When you read, words turn into images in your mind and thought process begins that awakens senses and feelings. Two-dimensional pages conjure three-dimensional realities. You become absorbed in the sensory experience of an unfamiliar world. Mentally out of your body you temporarily live subliminally the book’s protagonist’s life. Events seem real as you shed tears, smile, laugh, or feel heartache. Hours fly by as you experience pleasure or pain or loads of other emotions from an artistic distance.
At times it so happens that a sudden call, a noise, a smell catapults you out of your imaginary orbit and back to your armchair. How you wish that had not happened! Reading can be that fantastic. And so much more. “Much more” for me is when absorbed reading persuades me to actualize what I have read, coaxing me to adventure into the setting of the book, this time myself as the protagonist.
This happened to me twice!
By 2007, I had read as much as I could about ancient Egyptian art and architecture. But had not experienced it. My husband and I decided to visit the country that I had only vicariously felt. We took a flight to Cairo and from there a river cruise over Nile from Luxor to Aswan. Charmed by its monuments, its culture and its people two years later we made our second trip to the country, this time including Alexandria to our itinerary.
Again in 2019 I read, Undaunted Courage: Meriwether Lewis, Thomas Jefferson, and the Opening of the American West.
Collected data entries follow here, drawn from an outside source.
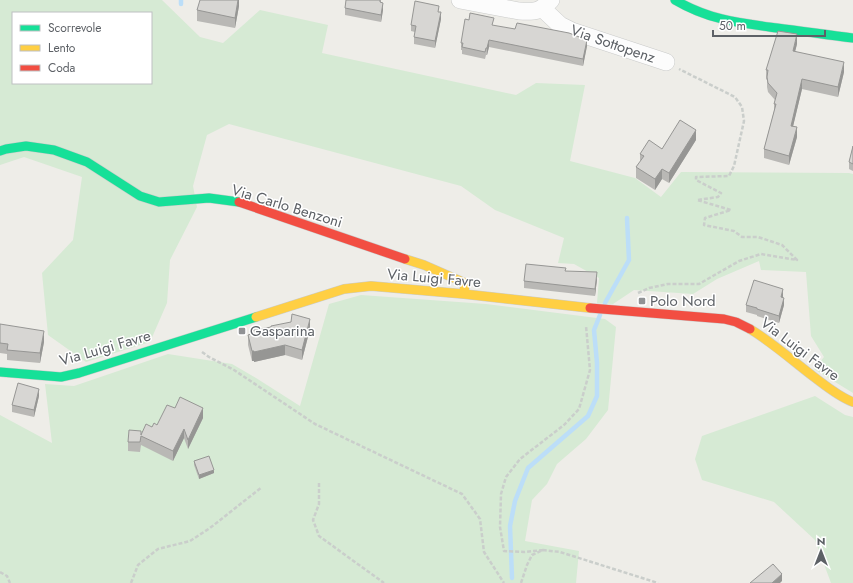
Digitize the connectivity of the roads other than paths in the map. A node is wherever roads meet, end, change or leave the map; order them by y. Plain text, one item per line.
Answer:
1 (460, 0) edge
2 (675, 0) edge
3 (547, 4) edge
4 (853, 38) edge
5 (666, 62) road end
6 (0, 151) edge
7 (464, 294) junction
8 (0, 372) edge
9 (853, 402) edge

1 - 3 street, Via Sottopenz
2 - 4 street
3 - 5 street, Via Sottopenz
6 - 7 street, Via Carlo Benzoni
7 - 8 street, Via Luigi Favre
7 - 9 street, Via Luigi Favre

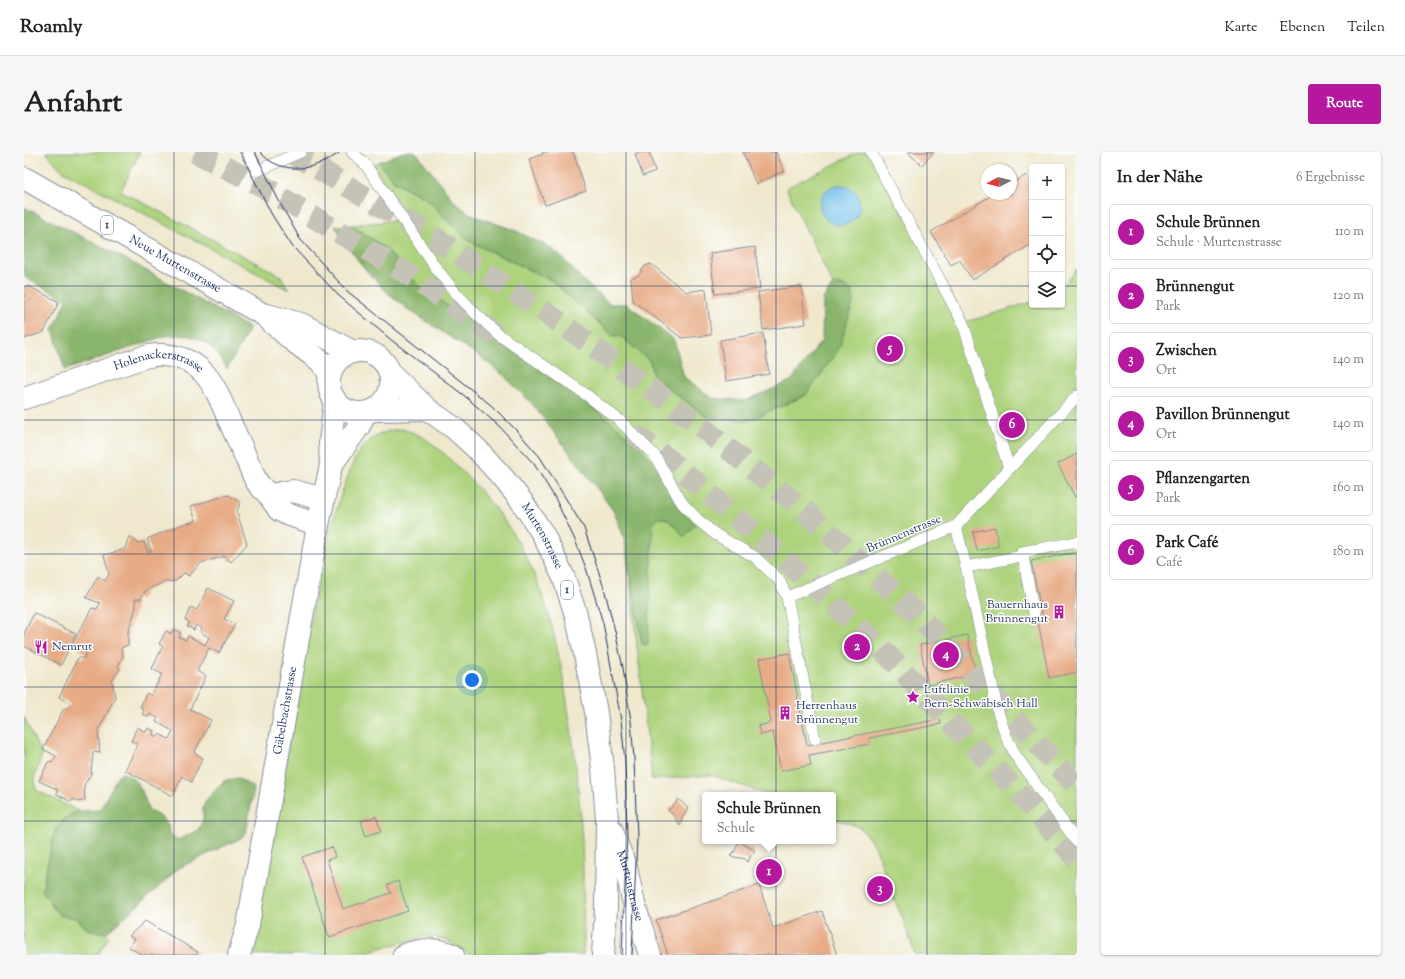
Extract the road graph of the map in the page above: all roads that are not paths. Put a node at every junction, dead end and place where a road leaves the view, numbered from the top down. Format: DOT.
graph roads {
  1 [pos="248,152"];
  2 [pos="301,152"];
  3 [pos="352,152"];
  4 [pos="871,152"];
  5 [pos="24,178"];
  6 [pos="264,315"];
  7 [pos="353,352"];
  8 [pos="390,373"];
  9 [pos="330,375"];
  10 [pos="1077,396"];
  11 [pos="24,398"];
  12 [pos="335,400"];
  13 [pos="427,409"];
  14 [pos="369,412"];
  15 [pos="331,465"];
  16 [pos="1009,468"];
  17 [pos="269,495"];
  18 [pos="323,499"];
  19 [pos="318,525"];
  20 [pos="956,526"];
  21 [pos="1077,542"];
  22 [pos="1022,556"];
  23 [pos="966,567"];
  24 [pos="787,597"];
  25 [pos="1034,614"];
  26 [pos="815,739"];
  27 [pos="607,819"];
  28 [pos="1077,842"];
  29 [pos="629,886"];
  30 [pos="239,955"];
  31 [pos="404,955"];
  32 [pos="454,955"];
  33 [pos="603,955"];
  34 [pos="626,955"];
  35 [pos="650,955"];
  1 -- 2 [label="lane"];
  3 -- 24 [label="lane"];
  4 -- 16 [label="lane"];
  5 -- 6 [label="main road, Neue Murtenstrasse / 1"];
  6 -- 7 [label="main road, Neue Murtenstrasse / 1"];
  6 -- 9 [label="main road, Neue Murtenstrasse / 1"];
  7 -- 8 [label="main road"];
  7 -- 9 [label="main road"];
  8 -- 13 [label="main road, Murtenstrasse / 1"];
  8 -- 14 [label="main road"];
  9 -- 12 [label="main road"];
  10 -- 16 [label="lane, Brünnenstrasse"];
  11 -- 17 [label="main road, Holenackerstrasse"];
  12 -- 14 [label="main road"];
  12 -- 15 [label="main road, Gäbelbachstrasse"];
  13 -- 14 [label="main road"];
  13 -- 27 [label="main road, Murtenstrasse / 1"];
  14 -- 15 [label="main road, Gäbelbachstrasse"];
  15 -- 18 [label="main road, Gäbelbachstrasse"];
  16 -- 20 [label="lane, Brünnenstrasse"];
  17 -- 18 [label="main road"];
  17 -- 19 [label="main road, Holenackerstrasse"];
  18 -- 19 [label="main road, Gäbelbachstrasse"];
  19 -- 30 [label="main road, Gäbelbachstrasse"];
  20 -- 23 [label="lane"];
  20 -- 24 [label="lane, Brünnenstrasse"];
  21 -- 22 [label="lane"];
  22 -- 23 [label="lane"];
  22 -- 25 [label="lane"];
  23 -- 28 [label="lane"];
  24 -- 26 [label="lane"];
  27 -- 29 [label="main road, Murtenstrasse / 1"];
  27 -- 33 [label="main road, Murtenstrasse / 1"];
  29 -- 34 [label="lane"];
  29 -- 35 [label="main road, Murtenstrasse / 1"];
  31 -- 32 [label="main road"];
}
A compilation of daily records of Lewis and Clark’s journey, (these were Lewis’s journals), journals underlined. They followed no grammar, punctuation or spelling rules, and were hard to read. Yet as I read, I could see, hear, smell, taste, and touch the time span from August 1803 through September 1806 during which Lewis and Clark adventured uncharted land west of the Mississippi River. Populated with Native Indian tribes, the frontier was mostly wilderness, high mountains, vast prairies, wide rivers, and flora and fauna unknown to zoologists and botanists of the time. North America before 1803 was a mind-boggling reality of wilderness and of Native Indian life.
Reading those journals wowed me! The feeling was so intense that once again I persuaded my husband for us to follow Lewis and Clark’s voyage of discovery and adventure. So in May 2020 we left for a two-week adventure—but ours was in a luxurious ship. This time it was our tour guide with his stories based on facts and us surrounded with real historic settings. He talked about Lewis, Clark, Sacagawea (the young Native American woman), her baby boy, and thirty young military men. As we voyaged we felt we were traveling with them.
Only because of the magic of reading was I able to vicariously enjoy the company of these exemplary explorers and one brave woman. The book had conjured up pristine images of people and places and during our travel the actual settings filled us with awe, allure, mystery, and romance while the characters came alive in our imagination.